Aim of the task
The number of lines holding the string "strokeStyle" is all that is wanted; count them in the records below.

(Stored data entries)
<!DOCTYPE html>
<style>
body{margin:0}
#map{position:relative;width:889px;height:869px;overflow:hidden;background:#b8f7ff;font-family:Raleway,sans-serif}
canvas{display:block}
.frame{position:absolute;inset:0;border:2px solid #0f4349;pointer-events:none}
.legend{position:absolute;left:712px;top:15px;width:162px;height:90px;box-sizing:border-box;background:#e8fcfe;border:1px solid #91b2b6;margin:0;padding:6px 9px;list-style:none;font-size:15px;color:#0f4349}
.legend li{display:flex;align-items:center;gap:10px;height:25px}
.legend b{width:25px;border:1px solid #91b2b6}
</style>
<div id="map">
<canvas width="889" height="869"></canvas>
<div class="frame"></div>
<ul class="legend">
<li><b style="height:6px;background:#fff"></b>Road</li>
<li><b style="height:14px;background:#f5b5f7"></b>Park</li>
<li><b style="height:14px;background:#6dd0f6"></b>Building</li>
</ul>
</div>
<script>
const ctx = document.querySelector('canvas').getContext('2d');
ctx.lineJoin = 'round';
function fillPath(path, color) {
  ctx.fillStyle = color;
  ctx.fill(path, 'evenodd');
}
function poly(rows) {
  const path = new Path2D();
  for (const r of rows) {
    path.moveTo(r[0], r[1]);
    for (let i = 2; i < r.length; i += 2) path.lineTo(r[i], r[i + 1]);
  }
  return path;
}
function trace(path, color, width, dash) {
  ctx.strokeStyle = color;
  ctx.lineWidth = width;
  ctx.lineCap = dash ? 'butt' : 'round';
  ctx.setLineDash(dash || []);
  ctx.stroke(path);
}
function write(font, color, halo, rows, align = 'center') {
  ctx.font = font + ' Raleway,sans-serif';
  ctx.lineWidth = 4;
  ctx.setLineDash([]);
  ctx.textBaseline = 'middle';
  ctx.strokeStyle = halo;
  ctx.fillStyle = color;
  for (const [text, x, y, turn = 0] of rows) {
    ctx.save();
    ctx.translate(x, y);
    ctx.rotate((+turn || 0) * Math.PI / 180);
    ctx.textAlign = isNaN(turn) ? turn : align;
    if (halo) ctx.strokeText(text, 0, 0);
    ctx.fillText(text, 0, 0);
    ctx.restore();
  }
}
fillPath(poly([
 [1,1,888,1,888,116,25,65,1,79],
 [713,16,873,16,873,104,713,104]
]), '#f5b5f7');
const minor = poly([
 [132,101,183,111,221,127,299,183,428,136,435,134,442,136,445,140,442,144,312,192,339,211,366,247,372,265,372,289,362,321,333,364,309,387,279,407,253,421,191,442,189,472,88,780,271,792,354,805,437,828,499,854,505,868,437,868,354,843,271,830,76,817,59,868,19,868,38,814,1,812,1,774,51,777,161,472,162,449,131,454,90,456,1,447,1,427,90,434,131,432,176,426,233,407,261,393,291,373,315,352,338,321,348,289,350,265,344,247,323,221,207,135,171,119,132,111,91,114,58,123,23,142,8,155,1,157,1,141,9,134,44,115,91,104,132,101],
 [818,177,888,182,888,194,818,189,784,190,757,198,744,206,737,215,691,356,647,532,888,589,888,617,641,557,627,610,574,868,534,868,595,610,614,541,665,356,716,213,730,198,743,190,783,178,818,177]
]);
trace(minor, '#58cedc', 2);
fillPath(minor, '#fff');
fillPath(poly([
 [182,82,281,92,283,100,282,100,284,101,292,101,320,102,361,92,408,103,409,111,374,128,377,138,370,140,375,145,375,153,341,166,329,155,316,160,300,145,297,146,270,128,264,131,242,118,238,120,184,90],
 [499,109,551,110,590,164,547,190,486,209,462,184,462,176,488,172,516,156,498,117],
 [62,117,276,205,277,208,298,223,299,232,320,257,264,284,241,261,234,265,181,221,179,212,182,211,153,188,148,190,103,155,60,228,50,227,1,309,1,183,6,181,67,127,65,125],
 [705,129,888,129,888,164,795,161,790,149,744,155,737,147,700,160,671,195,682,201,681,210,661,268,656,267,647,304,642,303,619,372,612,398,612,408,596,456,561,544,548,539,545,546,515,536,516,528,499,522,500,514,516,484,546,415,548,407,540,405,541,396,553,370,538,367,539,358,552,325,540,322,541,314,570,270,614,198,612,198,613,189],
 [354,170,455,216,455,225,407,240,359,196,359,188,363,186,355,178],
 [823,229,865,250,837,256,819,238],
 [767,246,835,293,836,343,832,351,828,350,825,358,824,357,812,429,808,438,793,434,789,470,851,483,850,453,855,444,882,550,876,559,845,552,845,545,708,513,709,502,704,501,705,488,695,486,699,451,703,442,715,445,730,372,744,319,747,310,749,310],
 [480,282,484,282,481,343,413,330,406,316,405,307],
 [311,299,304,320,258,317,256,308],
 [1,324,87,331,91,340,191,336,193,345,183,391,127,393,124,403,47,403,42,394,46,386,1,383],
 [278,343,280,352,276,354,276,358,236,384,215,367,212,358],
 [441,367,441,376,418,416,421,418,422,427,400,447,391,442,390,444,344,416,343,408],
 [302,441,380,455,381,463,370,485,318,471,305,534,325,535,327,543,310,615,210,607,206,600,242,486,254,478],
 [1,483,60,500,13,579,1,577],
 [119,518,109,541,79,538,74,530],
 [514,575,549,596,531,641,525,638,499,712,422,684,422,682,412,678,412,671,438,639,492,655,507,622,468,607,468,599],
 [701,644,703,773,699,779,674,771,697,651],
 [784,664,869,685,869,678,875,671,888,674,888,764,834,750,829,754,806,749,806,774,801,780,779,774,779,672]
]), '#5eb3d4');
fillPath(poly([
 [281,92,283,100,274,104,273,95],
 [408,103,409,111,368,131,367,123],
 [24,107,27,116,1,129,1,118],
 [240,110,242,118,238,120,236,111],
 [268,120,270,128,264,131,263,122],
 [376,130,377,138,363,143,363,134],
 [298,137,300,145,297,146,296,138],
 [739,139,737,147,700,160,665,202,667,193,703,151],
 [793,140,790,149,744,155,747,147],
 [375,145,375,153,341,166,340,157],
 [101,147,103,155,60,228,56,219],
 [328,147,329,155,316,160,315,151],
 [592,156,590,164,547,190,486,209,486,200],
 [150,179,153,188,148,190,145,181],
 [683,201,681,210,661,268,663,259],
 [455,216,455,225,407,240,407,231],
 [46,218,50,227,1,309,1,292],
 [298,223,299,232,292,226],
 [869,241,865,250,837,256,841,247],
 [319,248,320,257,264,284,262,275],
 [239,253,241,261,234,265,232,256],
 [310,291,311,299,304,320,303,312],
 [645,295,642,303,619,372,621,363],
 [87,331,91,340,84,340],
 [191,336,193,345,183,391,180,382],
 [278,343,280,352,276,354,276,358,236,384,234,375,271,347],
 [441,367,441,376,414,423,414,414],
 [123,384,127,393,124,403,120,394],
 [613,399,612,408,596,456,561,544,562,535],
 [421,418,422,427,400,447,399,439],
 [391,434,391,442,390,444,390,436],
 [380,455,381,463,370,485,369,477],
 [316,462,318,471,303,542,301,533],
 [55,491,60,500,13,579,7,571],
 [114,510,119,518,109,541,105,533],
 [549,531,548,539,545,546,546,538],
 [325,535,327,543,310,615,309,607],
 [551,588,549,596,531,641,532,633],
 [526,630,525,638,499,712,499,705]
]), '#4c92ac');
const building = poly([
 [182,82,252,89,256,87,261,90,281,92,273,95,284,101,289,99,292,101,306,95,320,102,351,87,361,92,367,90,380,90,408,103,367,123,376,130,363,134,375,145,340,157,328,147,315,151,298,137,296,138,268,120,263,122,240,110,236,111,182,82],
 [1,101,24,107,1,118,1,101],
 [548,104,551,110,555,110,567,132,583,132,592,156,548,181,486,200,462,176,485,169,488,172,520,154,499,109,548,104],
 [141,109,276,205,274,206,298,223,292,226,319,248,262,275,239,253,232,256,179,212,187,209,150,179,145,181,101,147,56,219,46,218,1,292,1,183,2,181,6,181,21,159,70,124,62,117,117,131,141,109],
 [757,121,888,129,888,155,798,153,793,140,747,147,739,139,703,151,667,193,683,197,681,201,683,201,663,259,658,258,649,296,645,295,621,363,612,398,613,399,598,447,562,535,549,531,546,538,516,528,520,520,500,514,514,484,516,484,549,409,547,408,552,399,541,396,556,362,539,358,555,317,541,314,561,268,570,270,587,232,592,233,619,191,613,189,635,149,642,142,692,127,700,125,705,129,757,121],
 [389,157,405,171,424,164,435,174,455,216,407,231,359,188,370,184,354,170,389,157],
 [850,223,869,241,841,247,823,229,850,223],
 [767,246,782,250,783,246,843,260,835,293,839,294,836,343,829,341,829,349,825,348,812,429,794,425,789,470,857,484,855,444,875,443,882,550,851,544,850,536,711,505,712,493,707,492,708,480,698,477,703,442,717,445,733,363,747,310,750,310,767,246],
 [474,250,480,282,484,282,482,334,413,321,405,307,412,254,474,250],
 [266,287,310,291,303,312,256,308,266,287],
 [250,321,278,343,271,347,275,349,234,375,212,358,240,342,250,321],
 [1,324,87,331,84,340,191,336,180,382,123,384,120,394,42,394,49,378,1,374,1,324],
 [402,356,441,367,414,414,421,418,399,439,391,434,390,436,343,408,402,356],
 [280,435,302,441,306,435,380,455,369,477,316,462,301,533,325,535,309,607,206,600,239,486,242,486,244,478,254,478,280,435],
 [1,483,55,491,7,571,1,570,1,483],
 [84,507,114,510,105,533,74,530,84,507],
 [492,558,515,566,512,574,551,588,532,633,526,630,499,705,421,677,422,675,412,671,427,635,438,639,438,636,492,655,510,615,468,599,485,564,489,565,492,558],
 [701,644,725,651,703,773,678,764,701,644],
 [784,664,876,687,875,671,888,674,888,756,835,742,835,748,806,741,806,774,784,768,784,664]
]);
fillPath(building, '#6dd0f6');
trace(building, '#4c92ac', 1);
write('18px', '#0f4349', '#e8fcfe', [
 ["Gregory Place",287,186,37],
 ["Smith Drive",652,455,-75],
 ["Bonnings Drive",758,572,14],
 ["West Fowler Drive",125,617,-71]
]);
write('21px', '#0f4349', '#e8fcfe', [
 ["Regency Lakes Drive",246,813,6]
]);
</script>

The answer
2